:: Problem requirements ::
Once you find the line containing "translate:0 -50%; text-align:left" in the data below, copy it and each following line exactly, up to and including the line containing "position:absolute; left:21px; top:21px;", and nothing else.

** Opening Data to use block **

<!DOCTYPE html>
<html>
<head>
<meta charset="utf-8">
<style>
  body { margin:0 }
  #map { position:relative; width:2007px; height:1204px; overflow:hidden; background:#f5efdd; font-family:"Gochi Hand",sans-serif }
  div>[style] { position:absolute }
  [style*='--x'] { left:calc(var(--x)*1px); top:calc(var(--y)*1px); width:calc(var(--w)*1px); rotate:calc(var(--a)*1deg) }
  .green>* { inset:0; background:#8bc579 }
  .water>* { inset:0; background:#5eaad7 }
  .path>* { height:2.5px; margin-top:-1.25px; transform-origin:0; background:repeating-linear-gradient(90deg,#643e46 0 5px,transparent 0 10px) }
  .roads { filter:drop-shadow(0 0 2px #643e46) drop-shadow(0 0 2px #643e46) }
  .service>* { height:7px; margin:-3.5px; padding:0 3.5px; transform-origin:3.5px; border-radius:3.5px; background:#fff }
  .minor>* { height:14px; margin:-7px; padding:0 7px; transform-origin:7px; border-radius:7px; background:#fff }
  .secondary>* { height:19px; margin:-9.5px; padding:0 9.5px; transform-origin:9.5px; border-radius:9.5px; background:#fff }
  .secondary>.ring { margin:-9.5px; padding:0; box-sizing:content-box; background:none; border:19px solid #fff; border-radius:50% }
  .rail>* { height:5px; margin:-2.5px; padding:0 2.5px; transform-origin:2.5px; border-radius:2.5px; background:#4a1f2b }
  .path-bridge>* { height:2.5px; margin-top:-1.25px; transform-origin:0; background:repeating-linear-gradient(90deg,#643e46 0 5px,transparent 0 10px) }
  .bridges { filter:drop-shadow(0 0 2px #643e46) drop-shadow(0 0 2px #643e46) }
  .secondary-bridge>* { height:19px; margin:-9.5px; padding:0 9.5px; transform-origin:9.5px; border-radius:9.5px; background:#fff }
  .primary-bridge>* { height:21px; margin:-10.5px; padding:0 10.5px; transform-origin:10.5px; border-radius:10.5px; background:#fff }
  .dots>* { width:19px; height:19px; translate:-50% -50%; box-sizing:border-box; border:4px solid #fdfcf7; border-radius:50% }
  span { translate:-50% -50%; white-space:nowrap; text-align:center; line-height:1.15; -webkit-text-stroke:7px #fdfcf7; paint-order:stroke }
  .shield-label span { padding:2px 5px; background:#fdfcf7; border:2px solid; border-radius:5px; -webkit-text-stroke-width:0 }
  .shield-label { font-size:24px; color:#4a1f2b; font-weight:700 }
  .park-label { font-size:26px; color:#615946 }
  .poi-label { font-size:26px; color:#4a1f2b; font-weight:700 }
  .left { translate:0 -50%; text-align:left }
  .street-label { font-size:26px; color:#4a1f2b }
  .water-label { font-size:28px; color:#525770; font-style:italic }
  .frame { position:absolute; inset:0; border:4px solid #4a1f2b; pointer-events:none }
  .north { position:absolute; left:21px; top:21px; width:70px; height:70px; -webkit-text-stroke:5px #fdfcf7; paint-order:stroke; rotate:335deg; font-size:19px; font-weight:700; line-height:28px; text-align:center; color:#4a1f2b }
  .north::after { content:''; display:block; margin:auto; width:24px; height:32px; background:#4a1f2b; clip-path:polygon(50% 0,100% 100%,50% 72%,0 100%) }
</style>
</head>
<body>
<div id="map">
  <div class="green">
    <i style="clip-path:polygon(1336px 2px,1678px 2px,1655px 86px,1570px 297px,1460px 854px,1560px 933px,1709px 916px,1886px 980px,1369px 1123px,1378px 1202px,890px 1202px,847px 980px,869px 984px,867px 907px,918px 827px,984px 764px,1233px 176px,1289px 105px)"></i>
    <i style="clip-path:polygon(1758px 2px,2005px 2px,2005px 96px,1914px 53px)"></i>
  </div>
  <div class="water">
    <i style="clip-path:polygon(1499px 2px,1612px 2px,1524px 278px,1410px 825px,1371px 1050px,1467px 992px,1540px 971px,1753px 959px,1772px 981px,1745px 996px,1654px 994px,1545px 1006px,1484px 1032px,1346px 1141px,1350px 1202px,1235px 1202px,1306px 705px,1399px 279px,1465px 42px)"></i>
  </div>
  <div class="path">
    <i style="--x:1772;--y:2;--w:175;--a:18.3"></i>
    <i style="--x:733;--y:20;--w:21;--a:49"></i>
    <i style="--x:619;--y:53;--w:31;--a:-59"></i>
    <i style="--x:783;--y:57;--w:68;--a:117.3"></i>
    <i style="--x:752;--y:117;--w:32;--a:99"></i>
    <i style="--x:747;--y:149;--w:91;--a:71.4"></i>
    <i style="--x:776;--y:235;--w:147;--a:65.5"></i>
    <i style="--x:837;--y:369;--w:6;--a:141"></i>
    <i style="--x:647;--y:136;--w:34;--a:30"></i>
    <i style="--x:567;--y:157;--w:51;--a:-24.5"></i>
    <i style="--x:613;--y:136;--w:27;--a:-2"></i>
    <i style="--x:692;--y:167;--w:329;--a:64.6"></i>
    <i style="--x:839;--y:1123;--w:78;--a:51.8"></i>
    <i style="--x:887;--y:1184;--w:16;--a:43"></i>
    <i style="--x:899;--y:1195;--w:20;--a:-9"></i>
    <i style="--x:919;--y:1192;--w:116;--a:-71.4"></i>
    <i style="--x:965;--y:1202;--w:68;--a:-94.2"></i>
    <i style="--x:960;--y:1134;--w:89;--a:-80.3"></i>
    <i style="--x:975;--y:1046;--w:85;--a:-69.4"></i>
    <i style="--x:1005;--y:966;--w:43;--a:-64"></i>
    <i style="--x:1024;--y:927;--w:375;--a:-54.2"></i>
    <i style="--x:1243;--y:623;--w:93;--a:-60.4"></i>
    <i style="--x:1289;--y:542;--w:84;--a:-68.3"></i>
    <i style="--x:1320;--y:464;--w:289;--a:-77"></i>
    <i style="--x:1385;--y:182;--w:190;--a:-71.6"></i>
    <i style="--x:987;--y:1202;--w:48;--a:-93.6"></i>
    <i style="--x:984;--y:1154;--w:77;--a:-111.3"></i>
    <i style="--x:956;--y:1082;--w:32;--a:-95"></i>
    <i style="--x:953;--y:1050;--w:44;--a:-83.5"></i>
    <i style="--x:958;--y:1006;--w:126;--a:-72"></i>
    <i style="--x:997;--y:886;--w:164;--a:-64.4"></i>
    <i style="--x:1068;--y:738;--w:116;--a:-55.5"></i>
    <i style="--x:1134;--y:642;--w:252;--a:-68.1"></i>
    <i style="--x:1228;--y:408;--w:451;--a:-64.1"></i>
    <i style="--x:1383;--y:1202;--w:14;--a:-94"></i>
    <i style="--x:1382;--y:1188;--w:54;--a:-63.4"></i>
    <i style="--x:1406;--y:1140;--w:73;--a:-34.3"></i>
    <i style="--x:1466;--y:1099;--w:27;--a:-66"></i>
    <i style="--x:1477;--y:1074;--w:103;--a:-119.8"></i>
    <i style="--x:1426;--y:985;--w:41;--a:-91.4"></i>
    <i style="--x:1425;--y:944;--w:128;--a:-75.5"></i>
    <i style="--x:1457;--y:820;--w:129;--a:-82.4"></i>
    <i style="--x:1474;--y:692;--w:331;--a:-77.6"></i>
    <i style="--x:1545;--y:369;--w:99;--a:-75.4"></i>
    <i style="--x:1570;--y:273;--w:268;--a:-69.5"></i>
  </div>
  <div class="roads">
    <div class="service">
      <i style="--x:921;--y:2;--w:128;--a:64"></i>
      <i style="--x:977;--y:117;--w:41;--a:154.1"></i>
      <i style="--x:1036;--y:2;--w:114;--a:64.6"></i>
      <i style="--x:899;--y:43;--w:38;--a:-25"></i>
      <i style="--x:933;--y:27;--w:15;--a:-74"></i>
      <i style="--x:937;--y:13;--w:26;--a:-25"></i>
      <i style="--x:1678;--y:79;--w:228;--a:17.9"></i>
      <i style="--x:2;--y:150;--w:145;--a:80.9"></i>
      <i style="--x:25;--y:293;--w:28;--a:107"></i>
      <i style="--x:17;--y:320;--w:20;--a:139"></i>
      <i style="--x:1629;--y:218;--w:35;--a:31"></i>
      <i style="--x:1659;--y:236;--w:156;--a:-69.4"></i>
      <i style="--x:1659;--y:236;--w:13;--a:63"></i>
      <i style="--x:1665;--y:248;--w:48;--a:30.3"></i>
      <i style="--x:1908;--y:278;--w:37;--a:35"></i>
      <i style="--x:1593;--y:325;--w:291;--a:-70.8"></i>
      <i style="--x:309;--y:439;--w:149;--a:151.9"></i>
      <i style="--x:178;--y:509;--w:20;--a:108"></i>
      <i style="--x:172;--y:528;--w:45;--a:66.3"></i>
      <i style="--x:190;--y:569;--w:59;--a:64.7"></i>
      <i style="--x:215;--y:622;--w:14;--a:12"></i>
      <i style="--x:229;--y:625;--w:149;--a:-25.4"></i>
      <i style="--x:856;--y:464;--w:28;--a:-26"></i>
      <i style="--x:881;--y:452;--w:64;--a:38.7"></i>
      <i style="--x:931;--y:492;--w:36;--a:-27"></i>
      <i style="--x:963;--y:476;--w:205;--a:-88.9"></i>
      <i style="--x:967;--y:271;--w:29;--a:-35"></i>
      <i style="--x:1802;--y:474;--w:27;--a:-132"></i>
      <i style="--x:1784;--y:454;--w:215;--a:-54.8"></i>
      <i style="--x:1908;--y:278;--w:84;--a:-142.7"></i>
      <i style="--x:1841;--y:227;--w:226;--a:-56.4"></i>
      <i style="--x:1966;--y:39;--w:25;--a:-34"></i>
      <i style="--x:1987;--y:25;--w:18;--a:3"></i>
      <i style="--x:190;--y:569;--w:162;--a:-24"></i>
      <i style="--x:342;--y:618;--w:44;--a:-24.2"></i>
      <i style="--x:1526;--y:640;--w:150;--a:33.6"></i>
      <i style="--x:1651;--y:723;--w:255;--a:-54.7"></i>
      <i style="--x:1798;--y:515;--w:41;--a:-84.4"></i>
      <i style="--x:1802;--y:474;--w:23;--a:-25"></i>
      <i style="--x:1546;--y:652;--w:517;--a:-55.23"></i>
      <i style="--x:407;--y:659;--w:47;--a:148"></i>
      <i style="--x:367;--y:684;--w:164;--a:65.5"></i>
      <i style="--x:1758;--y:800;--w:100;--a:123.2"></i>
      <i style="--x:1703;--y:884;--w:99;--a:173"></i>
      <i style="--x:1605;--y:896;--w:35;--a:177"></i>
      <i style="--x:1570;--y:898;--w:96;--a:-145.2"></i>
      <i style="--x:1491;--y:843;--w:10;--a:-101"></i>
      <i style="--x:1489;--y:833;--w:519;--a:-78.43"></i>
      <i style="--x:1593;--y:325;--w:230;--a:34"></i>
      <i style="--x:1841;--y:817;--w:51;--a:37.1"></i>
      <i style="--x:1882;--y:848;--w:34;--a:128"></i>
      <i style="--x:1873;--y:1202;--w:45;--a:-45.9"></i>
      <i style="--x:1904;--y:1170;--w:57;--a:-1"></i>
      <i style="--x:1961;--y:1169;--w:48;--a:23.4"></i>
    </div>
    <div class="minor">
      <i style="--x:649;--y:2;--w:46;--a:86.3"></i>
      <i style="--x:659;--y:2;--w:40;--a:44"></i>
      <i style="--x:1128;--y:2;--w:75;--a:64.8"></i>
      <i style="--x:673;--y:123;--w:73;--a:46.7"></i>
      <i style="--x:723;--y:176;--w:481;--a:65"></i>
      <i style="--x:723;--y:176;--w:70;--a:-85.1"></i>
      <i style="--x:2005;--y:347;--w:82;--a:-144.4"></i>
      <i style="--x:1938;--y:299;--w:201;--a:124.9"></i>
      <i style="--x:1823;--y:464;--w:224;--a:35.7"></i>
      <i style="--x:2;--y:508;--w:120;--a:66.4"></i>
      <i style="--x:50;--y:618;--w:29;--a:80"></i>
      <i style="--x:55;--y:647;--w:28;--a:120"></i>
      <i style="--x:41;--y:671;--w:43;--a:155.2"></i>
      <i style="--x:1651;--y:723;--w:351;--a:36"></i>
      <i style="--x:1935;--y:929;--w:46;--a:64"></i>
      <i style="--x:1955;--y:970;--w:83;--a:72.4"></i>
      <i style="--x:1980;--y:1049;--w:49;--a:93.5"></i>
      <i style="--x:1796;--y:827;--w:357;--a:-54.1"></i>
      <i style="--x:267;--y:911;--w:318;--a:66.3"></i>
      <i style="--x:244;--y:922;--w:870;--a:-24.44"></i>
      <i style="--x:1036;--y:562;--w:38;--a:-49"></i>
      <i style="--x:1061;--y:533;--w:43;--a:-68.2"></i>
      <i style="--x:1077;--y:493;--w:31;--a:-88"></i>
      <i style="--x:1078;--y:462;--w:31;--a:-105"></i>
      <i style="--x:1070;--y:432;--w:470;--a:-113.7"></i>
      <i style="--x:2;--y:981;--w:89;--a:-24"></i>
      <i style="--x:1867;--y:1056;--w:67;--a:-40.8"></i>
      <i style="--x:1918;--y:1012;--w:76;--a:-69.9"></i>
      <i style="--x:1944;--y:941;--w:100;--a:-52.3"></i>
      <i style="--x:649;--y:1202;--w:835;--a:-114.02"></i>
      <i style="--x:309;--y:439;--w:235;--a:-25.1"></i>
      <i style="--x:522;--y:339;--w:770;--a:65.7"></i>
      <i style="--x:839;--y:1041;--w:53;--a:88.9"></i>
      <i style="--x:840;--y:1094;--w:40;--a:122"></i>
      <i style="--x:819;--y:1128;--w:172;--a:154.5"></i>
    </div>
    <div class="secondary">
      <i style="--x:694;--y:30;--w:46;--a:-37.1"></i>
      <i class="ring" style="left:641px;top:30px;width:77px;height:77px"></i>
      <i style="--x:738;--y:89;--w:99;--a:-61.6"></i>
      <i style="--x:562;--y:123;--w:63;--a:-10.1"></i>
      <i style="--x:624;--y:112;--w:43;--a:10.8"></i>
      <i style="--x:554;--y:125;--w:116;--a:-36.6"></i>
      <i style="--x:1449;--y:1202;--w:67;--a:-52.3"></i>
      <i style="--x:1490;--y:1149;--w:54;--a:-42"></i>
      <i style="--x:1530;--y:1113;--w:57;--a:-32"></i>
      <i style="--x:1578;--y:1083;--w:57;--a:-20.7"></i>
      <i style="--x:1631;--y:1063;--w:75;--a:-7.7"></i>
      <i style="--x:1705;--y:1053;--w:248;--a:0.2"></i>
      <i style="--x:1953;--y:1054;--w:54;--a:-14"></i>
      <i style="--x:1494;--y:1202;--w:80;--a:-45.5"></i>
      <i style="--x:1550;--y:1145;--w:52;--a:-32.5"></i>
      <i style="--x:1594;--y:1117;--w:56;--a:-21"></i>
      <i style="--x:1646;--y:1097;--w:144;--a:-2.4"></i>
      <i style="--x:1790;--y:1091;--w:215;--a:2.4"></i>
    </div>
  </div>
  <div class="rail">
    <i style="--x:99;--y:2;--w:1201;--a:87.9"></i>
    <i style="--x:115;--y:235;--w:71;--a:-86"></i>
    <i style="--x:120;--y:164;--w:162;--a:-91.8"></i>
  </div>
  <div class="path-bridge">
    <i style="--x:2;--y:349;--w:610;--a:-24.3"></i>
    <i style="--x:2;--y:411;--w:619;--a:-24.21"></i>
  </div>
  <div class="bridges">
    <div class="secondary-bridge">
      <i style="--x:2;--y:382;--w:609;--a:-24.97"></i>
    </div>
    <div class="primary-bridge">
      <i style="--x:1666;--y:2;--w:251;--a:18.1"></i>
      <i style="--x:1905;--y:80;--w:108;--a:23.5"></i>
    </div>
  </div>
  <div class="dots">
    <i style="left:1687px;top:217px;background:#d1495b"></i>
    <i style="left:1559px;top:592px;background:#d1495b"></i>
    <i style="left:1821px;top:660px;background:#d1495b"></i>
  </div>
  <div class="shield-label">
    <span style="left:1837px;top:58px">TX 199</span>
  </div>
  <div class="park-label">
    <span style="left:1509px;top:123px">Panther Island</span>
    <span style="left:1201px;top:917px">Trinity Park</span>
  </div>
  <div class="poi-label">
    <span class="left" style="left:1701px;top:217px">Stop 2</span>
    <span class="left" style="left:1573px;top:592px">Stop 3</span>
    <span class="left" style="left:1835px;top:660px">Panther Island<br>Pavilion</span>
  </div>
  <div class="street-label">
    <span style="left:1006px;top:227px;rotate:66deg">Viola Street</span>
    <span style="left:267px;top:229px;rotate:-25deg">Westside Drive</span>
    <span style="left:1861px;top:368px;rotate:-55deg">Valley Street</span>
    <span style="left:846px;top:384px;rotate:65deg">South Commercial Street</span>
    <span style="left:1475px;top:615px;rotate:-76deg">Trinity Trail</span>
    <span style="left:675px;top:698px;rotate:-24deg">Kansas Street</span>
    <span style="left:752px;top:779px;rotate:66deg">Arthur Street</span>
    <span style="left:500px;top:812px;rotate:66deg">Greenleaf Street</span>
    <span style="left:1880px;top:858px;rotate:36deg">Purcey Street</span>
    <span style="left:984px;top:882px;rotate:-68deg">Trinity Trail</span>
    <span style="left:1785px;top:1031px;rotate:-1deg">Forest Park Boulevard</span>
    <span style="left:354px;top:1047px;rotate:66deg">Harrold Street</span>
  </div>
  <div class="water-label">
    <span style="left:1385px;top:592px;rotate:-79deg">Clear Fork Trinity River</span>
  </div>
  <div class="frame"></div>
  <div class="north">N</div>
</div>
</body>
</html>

** Closing Data to use block **

:: Output for this exercise ::
  .left { translate:0 -50%; text-align:left }
  .street-label { font-size:26px; color:#4a1f2b }
  .water-label { font-size:28px; color:#525770; font-style:italic }
  .frame { position:absolute; inset:0; border:4px solid #4a1f2b; pointer-events:none }
  .north { position:absolute; left:21px; top:21px; width:70px; height:70px; -webkit-text-stroke:5px #fdfcf7; paint-order:stroke; rotate:335deg; font-size:19px; font-weight:700; line-height:28px; text-align:center; color:#4a1f2b }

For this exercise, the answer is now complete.